My parents came over this afternoon and Mum said she had seen this coming about a year ago (dad started to say I told you so but mum shut him up!). It's not completely about the state my house gets in when the ground is wet or the amount of muck she brings in on her paws. I feel so guilty that she doesn't get enough exercise or attention and if we do have another child, it'll only get worse. I know that it's not all completely my responsibility but I know my OH and he'll never take her for walks regularly. Not having her around would also mean that I could start walking at lunchtimes when I get shifted to a different office that's been built in a greenfield site and I wouldn't be under so much pressure to not take my walk at lunchtime and walk her in the evening instead. But I will miss taking her to the beach in the summer and for long walks in the brighter evenings that I know are only round the corner.

My FiL also loves the wee dog and I think I may have had more support in getting her exercised if he wasn't on hols abroad for the past 3 months. He's going to be so annoyed if he comes back and find out that I've given her away.

One of my main worries is that she is stealing food from my DS. I don't know if any of you have seen the episode of It's me or the dog where they had to get a black cocker spainel put down because it had started to nip the children in the house if they dropped food and tried to pick it up again, but that show really affected me and although I'm fairly sure she wouldn't bite DS, it is still a worry.

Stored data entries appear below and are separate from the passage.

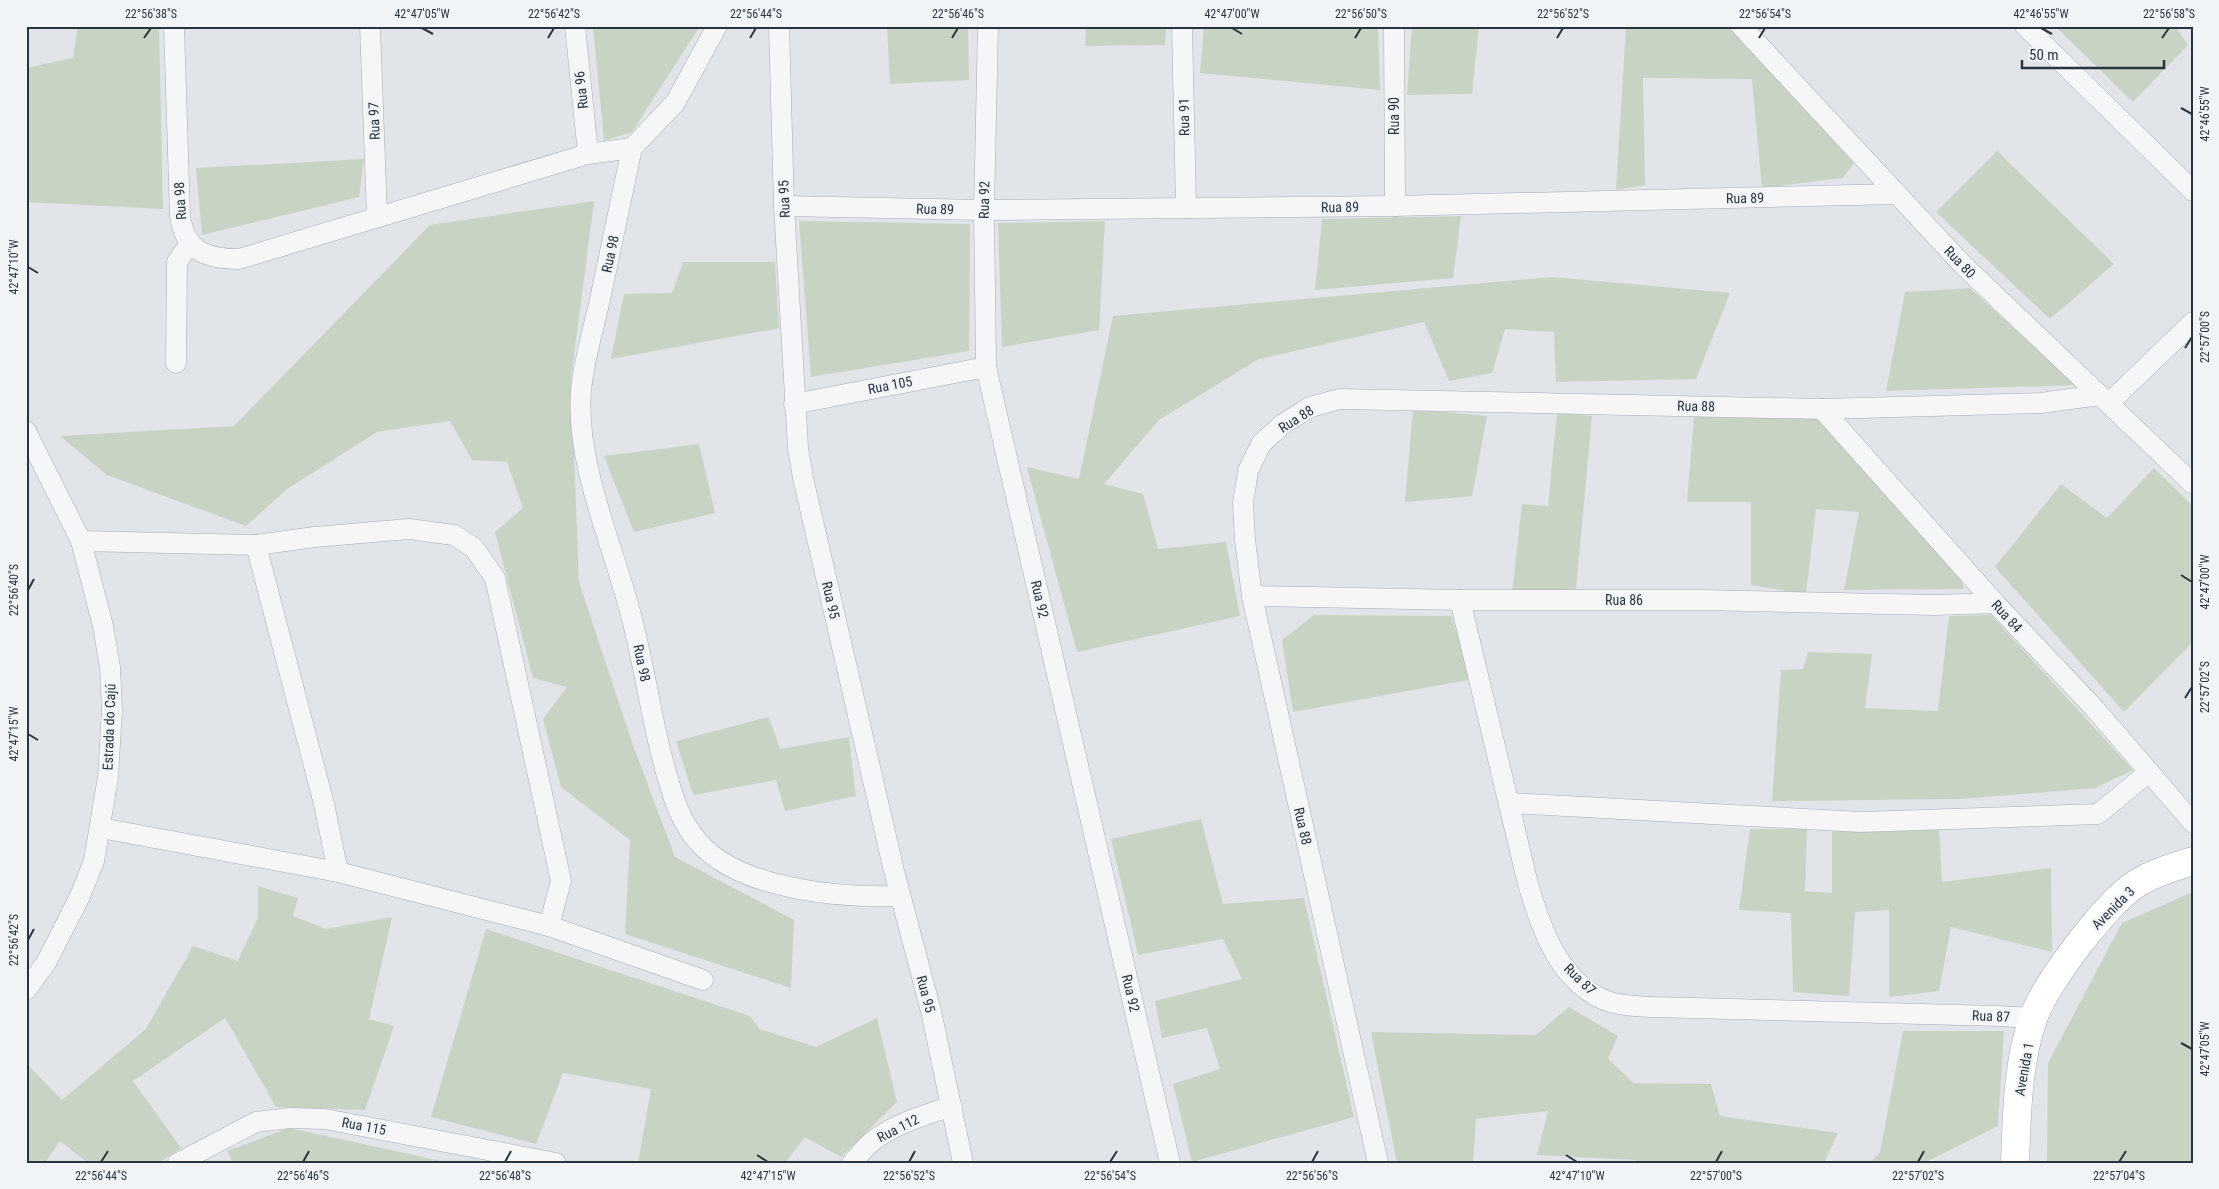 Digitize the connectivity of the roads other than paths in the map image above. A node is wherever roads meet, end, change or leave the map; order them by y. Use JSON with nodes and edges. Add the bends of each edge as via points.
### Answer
{"nodes":[{"id":1,"x":174,"y":26,"type":"edge"},
{"id":2,"x":370,"y":26,"type":"edge"},
{"id":3,"x":575,"y":26,"type":"edge"},
{"id":4,"x":717,"y":26,"type":"edge"},
{"id":5,"x":779,"y":26,"type":"edge"},
{"id":6,"x":988,"y":26,"type":"edge"},
{"id":7,"x":1182,"y":26,"type":"edge"},
{"id":8,"x":1394,"y":26,"type":"edge"},
{"id":9,"x":1741,"y":26,"type":"edge"},
{"id":10,"x":2024,"y":26,"type":"edge"},
{"id":11,"x":632,"y":148,"type":"junction"},
{"id":12,"x":588,"y":154,"type":"junction"},
{"id":13,"x":2193,"y":190,"type":"edge"},
{"id":14,"x":1896,"y":194,"type":"junction"},
{"id":15,"x":784,"y":206,"type":"junction"},
{"id":16,"x":1395,"y":206,"type":"junction"},
{"id":17,"x":1186,"y":208,"type":"junction"},
{"id":18,"x":984,"y":210,"type":"junction"},
{"id":19,"x":377,"y":216,"type":"junction"},
{"id":20,"x":190,"y":243,"type":"junction"},
{"id":21,"x":2193,"y":322,"type":"edge"},
{"id":22,"x":176,"y":363,"type":"dead end"},
{"id":23,"x":986,"y":367,"type":"junction"},
{"id":24,"x":2105,"y":399,"type":"junction"},
{"id":25,"x":794,"y":404,"type":"junction"},
{"id":26,"x":1822,"y":408,"type":"junction"},
{"id":27,"x":26,"y":431,"type":"edge"},
{"id":28,"x":2193,"y":484,"type":"edge"},
{"id":29,"x":82,"y":541,"type":"junction"},
{"id":30,"x":256,"y":545,"type":"junction"},
{"id":31,"x":1252,"y":596,"type":"junction"},
{"id":32,"x":1460,"y":600,"type":"junction"},
{"id":33,"x":1995,"y":603,"type":"junction"},
{"id":34,"x":2149,"y":772,"type":"junction"},
{"id":35,"x":1510,"y":803,"type":"junction"},
{"id":36,"x":2193,"y":823,"type":"edge"},
{"id":37,"x":100,"y":828,"type":"junction"},
{"id":38,"x":2193,"y":860,"type":"edge"},
{"id":39,"x":338,"y":872,"type":"junction"},
{"id":40,"x":900,"y":896,"type":"junction"},
{"id":41,"x":549,"y":926,"type":"junction"},
{"id":42,"x":703,"y":980,"type":"dead end"},
{"id":43,"x":2054,"y":980,"type":"joint"},
{"id":44,"x":26,"y":990,"type":"edge"},
{"id":45,"x":2033,"y":1018,"type":"junction"},
{"id":46,"x":952,"y":1106,"type":"junction"},
{"id":47,"x":178,"y":1163,"type":"edge"},
{"id":48,"x":556,"y":1163,"type":"edge"},
{"id":49,"x":852,"y":1163,"type":"edge"},
{"id":50,"x":963,"y":1163,"type":"edge"},
{"id":51,"x":1170,"y":1163,"type":"edge"},
{"id":52,"x":1378,"y":1163,"type":"edge"},
{"id":53,"x":2015,"y":1163,"type":"edge"}],
"edges":[{"from":1,"to":20,"type":"street","name":"Rua 98","via":[[180,216],[182,231]]},
{"from":2,"to":19,"type":"street","name":"Rua 97"},
{"from":3,"to":12,"type":"street","name":"Rua 96"},
{"from":4,"to":11,"type":"street","via":[[675,102]]},
{"from":5,"to":15,"type":"street","name":"Rua 95"},
{"from":6,"to":18,"type":"street","name":"Rua 92"},
{"from":7,"to":17,"type":"street","name":"Rua 91"},
{"from":8,"to":16,"type":"street","name":"Rua 90"},
{"from":9,"to":14,"type":"street","name":"Rua 80"},
{"from":10,"to":13,"type":"street"},
{"from":11,"to":12,"type":"street"},
{"from":11,"to":40,"type":"street","name":"Rua 98","via":[[581,391],[582,434],[589,471],[633,622],[672,792],[684,824],[703,846],[733,869],[775,883],[866,897]]},
{"from":12,"to":19,"type":"street"},
{"from":14,"to":16,"type":"street","name":"Rua 89"},
{"from":14,"to":24,"type":"street","name":"Rua 80","via":[[2000,302]]},
{"from":15,"to":18,"type":"street","name":"Rua 89"},
{"from":15,"to":25,"type":"street","name":"Rua 95"},
{"from":16,"to":17,"type":"street","name":"Rua 89"},
{"from":17,"to":18,"type":"street","name":"Rua 89"},
{"from":18,"to":23,"type":"street","name":"Rua 92"},
{"from":19,"to":20,"type":"street","via":[[239,259],[217,259]]},
{"from":20,"to":22,"type":"street","via":[[177,262]]},
{"from":21,"to":24,"type":"street"},
{"from":23,"to":25,"type":"street","name":"Rua 105"},
{"from":23,"to":51,"type":"street","name":"Rua 92"},
{"from":24,"to":26,"type":"street","name":"Rua 88"},
{"from":24,"to":28,"type":"street","name":"Rua 80"},
{"from":25,"to":40,"type":"street","name":"Rua 95","via":[[803,478]]},
{"from":26,"to":31,"type":"street","name":"Rua 88","via":[[1340,399],[1310,407],[1283,424],[1261,444],[1248,471],[1244,531]]},
{"from":26,"to":33,"type":"street","name":"Rua 84"},
{"from":27,"to":29,"type":"street","name":"Estrada do Cajú"},
{"from":29,"to":30,"type":"street"},
{"from":29,"to":37,"type":"street","name":"Estrada do Cajú","via":[[110,667],[108,777]]},
{"from":30,"to":39,"type":"street","via":[[324,804]]},
{"from":30,"to":41,"type":"street","via":[[409,529],[454,535],[474,548],[495,578],[561,881]]},
{"from":31,"to":32,"type":"street","name":"Rua 86"},
{"from":31,"to":52,"type":"street","name":"Rua 88"},
{"from":32,"to":33,"type":"street","name":"Rua 86"},
{"from":32,"to":35,"type":"street","name":"Rua 87"},
{"from":33,"to":34,"type":"street","name":"Rua 84","via":[[2095,709]]},
{"from":34,"to":35,"type":"street","via":[[2098,814],[1861,822]]},
{"from":34,"to":36,"type":"street","name":"Rua 84"},
{"from":35,"to":45,"type":"street","name":"Rua 87","via":[[1540,923],[1571,975],[1599,997],[1617,1004],[1652,1007]]},
{"from":37,"to":39,"type":"street"},
{"from":37,"to":44,"type":"street","name":"Estrada do Cajú","via":[[94,861],[80,896],[46,963]]},
{"from":38,"to":43,"type":"main road","name":"Avenida 3","via":[[2136,884],[2103,915]]},
{"from":39,"to":41,"type":"street"},
{"from":40,"to":46,"type":"street","name":"Rua 95"},
{"from":41,"to":42,"type":"street"},
{"from":43,"to":45,"type":"main road","name":"Avenida 1"},
{"from":45,"to":53,"type":"main road","name":"Avenida 1","via":[[2019,1080]]},
{"from":46,"to":49,"type":"street","name":"Rua 112","via":[[892,1129],[872,1141]]},
{"from":46,"to":50,"type":"street","name":"Rua 95"},
{"from":47,"to":48,"type":"street","name":"Rua 115","via":[[256,1122],[290,1118],[325,1119]]}]}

What I'm really hoping for is that my friend and her dad get so attached to the dog that the decision is taken away from me and they ask to keep her.
 
Just sending your some hugs, sounds like your in a difficult place at the moment. You don't have to make your mind up just yet, maybe you need to wait and see how things are over the next week or so. It may not be as difficult as you expect, or it will go the other way and it will be. Either way, you'll have the information you need to make the right choice for you and your family. Hope tomorrow is a better day for you.
 
:tear_drop::tear_drop::cry::tear_drop::tear_drop:

I want my doggie back! I just don't know if it's the right thing to do.